I have worked in financial services for 20 years. I originally wanted to be an accountant but it was not for me so I moved into corporate governance and shareholder engagement. I had found my niche as governance resonates with me – it’s essentially about accountability - and I really enjoy standing up for pensioners and savers who invest in capital markets and who the finance industry is ultimately here to serve. It is a privilege to be a representative of other people’s hard earned savings.
In 2010, Lord Davies led the Government’s first enquiry into female board representation at UK companies and the 30% Club was formed by Dame Helena Morrissey. Diversity began to emerge as a key investment issue and I was part of the inaugural group of investors who formed the 30% Club Investor Group in 2011. Since then, it has been fascinating to be part of the debate and to have helped build the Investor Group into a global coalition of 35 investors, with £11 trillion in assets under management, who are publicly committed to improve diversity in public companies through the active exercise of shareholder rights. Through public advocacy and private market ordering, we have demonstrated the transformational power of investor capital but there is still much more work to do.
Can you tell us about a time you were out of your comfort zone professionally and how did it ultimately help you?
I am not a natural networker. This might seem strange for someone who runs a network for women. However, one of the reasons I established The 100% Club was because I wanted to have a way to network on my own terms rather than that dreaded cocktail reception at the end of a conference where you are supposed to ‘work the room’. I always found myself on the periphery of the room and I do not find it easy to interrupt an established group of people. Many of these traditional forms of networking rely on stereotypical male behaviours (holding court, perceived confidence in self and viewpoint) and research from EY tells us that these types of networking opportunities are actually deeply stressful for people.3.
This feeling of being outside my comfort zone ultimately led me to set up The 100% Club and the idea resonated with many others. I provide a space for women to gather, empower each other and collaborate and I want to demonstrate the importance of networking for career advancement and personal development.
Who has been the most influential person in my career and why?
My Mum, Esther Gilshan. She has a very strong work ethic, which I try to emulate as best I can, and she is an invaluable source of advice, support and counsel. My Mum is also very sensible, encouraging and can see issues from a different perspective, which has been hugely valuable to me. She is a brilliant role model and the importance of role models is well proven.
What are you looking forward to in the next few months?
I am leaving my role at Aberdeen Standard Investments to concentrate on developing The 100% Club to achieve its full potential and to pursue new opportunities. I want to do more focused work on diversity and to take The 100% Club to the next level. I am very proud of its success since I founded it in 2011 whilst also having a full-time demanding day job. So I am excited to see what else I can do through The 100% Club and other work in order to further boost the female talent pipeline in many industries that are challenged on gender balance, including the financial services industry.

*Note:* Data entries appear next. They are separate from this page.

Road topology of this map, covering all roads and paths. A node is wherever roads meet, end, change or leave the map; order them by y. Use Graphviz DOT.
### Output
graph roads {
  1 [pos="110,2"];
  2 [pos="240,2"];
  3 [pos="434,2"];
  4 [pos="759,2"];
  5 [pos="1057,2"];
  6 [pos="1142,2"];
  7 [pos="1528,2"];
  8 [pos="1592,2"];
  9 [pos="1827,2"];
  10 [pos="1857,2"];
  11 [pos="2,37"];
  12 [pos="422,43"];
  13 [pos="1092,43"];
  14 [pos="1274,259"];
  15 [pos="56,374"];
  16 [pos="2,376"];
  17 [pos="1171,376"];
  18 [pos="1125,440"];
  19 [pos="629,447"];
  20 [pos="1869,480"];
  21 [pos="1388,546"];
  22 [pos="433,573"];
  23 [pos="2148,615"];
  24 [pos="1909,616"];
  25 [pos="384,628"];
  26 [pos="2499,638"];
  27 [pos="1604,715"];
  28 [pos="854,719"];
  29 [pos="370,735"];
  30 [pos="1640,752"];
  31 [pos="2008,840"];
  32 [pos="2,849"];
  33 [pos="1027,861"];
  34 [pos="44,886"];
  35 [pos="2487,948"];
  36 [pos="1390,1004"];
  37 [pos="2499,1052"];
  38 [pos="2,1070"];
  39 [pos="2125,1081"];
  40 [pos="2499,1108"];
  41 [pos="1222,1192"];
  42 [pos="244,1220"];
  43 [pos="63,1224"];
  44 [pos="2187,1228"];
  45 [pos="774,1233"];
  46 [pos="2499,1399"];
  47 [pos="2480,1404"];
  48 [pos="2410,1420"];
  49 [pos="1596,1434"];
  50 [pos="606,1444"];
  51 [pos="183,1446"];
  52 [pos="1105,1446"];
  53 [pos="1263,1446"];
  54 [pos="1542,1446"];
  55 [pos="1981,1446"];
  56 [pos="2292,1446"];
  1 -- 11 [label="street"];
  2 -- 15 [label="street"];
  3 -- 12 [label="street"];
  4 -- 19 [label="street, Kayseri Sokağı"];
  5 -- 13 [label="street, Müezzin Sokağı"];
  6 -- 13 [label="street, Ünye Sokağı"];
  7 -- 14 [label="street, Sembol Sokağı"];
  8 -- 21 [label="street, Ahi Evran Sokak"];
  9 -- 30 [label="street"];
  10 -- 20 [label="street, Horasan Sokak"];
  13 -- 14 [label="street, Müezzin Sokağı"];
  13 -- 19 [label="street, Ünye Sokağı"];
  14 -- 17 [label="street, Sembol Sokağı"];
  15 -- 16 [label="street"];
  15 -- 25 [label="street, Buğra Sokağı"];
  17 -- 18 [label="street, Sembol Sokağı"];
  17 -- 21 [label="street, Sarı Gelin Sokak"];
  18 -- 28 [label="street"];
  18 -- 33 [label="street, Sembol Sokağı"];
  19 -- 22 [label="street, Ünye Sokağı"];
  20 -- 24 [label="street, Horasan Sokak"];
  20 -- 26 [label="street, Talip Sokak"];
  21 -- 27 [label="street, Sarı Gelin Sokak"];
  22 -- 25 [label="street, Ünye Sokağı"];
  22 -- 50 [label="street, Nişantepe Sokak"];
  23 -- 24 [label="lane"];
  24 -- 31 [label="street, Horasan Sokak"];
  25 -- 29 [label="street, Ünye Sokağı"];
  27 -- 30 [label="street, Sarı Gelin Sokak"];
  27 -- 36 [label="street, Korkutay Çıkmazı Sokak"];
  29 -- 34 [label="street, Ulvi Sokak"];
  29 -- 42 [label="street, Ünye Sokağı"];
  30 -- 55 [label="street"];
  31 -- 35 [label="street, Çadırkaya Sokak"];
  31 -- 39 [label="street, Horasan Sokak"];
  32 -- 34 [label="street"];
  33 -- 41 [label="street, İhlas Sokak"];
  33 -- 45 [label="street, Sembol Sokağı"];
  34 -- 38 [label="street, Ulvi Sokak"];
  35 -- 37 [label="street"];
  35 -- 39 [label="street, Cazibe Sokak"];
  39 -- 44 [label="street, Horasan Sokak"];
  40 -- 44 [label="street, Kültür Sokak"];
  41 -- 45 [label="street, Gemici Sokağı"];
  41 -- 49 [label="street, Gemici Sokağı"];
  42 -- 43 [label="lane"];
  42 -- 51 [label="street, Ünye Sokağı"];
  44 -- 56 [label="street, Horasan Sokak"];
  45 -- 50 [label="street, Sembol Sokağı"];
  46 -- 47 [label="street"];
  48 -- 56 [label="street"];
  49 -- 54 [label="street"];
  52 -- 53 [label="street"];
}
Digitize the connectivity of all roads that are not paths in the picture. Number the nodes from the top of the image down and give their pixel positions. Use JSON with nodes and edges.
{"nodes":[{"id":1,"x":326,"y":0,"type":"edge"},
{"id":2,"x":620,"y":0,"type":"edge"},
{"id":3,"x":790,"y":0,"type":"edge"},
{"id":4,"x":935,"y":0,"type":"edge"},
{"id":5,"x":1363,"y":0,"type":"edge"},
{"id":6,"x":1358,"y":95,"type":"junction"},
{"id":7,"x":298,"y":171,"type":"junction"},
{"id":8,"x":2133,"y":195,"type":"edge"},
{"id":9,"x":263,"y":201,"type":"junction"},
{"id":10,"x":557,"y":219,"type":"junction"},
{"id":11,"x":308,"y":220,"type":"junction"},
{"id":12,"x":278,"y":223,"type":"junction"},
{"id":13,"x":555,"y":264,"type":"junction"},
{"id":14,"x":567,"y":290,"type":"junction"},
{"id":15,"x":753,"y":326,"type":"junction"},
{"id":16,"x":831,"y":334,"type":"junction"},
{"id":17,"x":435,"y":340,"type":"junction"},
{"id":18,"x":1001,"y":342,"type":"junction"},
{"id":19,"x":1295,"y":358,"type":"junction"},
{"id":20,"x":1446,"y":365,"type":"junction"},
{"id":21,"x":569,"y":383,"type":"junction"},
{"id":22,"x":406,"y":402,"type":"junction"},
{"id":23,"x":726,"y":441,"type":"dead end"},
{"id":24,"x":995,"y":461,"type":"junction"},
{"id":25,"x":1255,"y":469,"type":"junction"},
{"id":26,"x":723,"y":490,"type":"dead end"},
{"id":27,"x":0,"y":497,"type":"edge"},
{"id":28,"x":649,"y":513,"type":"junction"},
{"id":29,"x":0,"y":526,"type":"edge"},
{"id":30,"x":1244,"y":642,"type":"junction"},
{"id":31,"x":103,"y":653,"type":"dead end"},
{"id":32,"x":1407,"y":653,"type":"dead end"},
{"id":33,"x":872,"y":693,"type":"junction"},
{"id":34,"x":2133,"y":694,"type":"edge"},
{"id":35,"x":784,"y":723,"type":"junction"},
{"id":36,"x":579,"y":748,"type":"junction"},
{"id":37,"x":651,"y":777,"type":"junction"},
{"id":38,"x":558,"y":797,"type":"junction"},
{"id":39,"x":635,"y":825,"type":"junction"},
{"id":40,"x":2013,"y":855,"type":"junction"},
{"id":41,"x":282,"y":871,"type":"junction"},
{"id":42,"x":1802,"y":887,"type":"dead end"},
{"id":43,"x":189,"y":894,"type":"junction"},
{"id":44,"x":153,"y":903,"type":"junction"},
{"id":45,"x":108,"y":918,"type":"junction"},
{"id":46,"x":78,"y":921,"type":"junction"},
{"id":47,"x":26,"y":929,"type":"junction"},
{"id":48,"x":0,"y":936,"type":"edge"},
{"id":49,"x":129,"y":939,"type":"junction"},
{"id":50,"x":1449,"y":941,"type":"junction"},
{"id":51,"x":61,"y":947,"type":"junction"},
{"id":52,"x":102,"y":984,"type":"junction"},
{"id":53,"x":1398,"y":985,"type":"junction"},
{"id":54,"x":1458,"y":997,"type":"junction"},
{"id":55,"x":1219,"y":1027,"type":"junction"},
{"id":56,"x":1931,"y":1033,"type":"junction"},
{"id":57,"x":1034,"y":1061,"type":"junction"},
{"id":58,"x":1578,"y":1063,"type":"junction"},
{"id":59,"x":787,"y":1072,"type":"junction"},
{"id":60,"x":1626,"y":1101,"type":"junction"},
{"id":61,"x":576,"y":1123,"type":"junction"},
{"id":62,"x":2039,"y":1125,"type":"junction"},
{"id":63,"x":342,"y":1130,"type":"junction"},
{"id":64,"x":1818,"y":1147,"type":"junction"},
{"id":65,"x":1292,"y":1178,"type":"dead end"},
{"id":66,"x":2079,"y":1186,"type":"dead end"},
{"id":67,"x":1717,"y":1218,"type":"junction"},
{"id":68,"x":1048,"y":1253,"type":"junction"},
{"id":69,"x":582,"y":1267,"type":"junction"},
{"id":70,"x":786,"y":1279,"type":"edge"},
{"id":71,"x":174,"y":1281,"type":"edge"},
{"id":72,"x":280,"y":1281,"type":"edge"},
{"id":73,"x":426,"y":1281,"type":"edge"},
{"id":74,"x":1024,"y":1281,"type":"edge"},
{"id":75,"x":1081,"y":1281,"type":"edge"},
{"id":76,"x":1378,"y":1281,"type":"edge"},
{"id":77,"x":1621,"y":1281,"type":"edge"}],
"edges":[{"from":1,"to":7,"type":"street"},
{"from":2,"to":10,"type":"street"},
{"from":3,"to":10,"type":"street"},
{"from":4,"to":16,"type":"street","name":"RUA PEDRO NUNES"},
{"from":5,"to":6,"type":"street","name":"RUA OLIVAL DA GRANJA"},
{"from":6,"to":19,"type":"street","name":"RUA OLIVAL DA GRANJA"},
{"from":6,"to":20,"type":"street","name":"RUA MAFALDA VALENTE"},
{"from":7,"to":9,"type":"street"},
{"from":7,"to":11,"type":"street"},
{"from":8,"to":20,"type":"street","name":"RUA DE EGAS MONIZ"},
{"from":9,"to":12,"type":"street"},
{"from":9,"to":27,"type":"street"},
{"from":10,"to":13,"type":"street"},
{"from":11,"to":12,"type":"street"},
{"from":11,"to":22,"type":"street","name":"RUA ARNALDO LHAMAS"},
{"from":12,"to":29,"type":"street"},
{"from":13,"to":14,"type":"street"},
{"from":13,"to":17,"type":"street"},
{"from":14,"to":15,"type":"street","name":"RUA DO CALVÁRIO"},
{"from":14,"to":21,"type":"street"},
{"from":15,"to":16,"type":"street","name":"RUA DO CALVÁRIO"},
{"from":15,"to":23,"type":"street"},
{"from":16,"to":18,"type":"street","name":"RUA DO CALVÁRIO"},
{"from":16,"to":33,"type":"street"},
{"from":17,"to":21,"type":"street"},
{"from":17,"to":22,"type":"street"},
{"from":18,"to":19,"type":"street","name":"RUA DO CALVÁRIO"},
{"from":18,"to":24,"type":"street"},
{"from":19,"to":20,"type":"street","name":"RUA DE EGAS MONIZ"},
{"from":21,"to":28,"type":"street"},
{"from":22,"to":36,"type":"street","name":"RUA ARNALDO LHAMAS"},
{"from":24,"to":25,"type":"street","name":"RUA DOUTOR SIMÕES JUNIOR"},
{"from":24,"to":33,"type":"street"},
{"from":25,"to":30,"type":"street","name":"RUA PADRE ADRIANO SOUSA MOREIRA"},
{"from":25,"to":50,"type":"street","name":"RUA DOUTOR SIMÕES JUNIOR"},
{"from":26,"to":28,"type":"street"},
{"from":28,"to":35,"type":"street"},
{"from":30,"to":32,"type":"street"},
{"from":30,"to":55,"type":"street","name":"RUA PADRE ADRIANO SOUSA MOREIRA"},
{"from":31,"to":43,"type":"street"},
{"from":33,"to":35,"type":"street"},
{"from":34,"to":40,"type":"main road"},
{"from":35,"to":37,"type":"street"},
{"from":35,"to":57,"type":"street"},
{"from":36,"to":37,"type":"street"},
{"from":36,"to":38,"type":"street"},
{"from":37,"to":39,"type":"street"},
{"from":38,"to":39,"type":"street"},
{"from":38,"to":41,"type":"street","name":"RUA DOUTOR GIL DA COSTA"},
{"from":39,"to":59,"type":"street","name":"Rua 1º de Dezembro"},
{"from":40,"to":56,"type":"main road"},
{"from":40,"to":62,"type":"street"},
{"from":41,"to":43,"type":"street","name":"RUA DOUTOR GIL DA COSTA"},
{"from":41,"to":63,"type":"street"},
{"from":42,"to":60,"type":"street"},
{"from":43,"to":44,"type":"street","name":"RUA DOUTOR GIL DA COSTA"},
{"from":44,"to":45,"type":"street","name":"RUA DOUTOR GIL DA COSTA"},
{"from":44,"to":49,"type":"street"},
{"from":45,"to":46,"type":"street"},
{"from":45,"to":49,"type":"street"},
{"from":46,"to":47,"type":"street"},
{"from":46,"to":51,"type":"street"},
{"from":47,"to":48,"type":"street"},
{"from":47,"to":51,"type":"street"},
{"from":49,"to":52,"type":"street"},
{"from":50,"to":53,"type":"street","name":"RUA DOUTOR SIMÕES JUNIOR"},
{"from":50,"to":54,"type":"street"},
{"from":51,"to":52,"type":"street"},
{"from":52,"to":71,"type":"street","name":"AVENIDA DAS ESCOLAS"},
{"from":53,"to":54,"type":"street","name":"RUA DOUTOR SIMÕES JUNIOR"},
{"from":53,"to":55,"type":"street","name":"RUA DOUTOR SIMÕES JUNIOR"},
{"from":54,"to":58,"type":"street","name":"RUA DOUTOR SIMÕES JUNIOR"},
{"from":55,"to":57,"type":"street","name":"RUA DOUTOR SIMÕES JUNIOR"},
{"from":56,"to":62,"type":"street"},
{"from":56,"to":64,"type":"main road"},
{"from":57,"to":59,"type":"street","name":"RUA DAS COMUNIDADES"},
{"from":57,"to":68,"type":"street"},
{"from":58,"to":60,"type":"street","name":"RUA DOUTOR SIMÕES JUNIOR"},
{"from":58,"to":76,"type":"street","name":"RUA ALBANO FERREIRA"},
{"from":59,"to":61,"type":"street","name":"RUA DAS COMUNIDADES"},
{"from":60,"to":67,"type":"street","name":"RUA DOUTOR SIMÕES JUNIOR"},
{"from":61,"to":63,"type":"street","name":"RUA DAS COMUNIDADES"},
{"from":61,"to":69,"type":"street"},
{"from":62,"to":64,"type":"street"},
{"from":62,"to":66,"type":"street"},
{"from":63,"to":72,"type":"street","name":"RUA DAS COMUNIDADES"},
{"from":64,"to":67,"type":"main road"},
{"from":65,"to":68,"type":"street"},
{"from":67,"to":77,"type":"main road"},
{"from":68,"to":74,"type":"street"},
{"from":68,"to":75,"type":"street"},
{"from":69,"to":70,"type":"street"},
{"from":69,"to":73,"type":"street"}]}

This is why initiatives such as the Women in Banking and Finance awards are so important. We have to do all we can to recognise, celebrate and empower female talent and we also have a responsibility to ‘pay it forward’ for future generations.
1. “Reflections on Leadership in a Disruptive Age”, Mark Carney, Governor of the Bank of England, 19 February 2018.
2. ‘Claiming the corner office: Female CEO careers and implications for leadership development’, Andromachi Athanasopoulou, Amanda Moss-Cowan, Michael Smets and Timothy Morris, 14 December 2017.
3. ‘Fully Connected: a look ahead to working and networking in 2020’, Professor Julia Hobsbawm, a white paper published by EY, April 2014.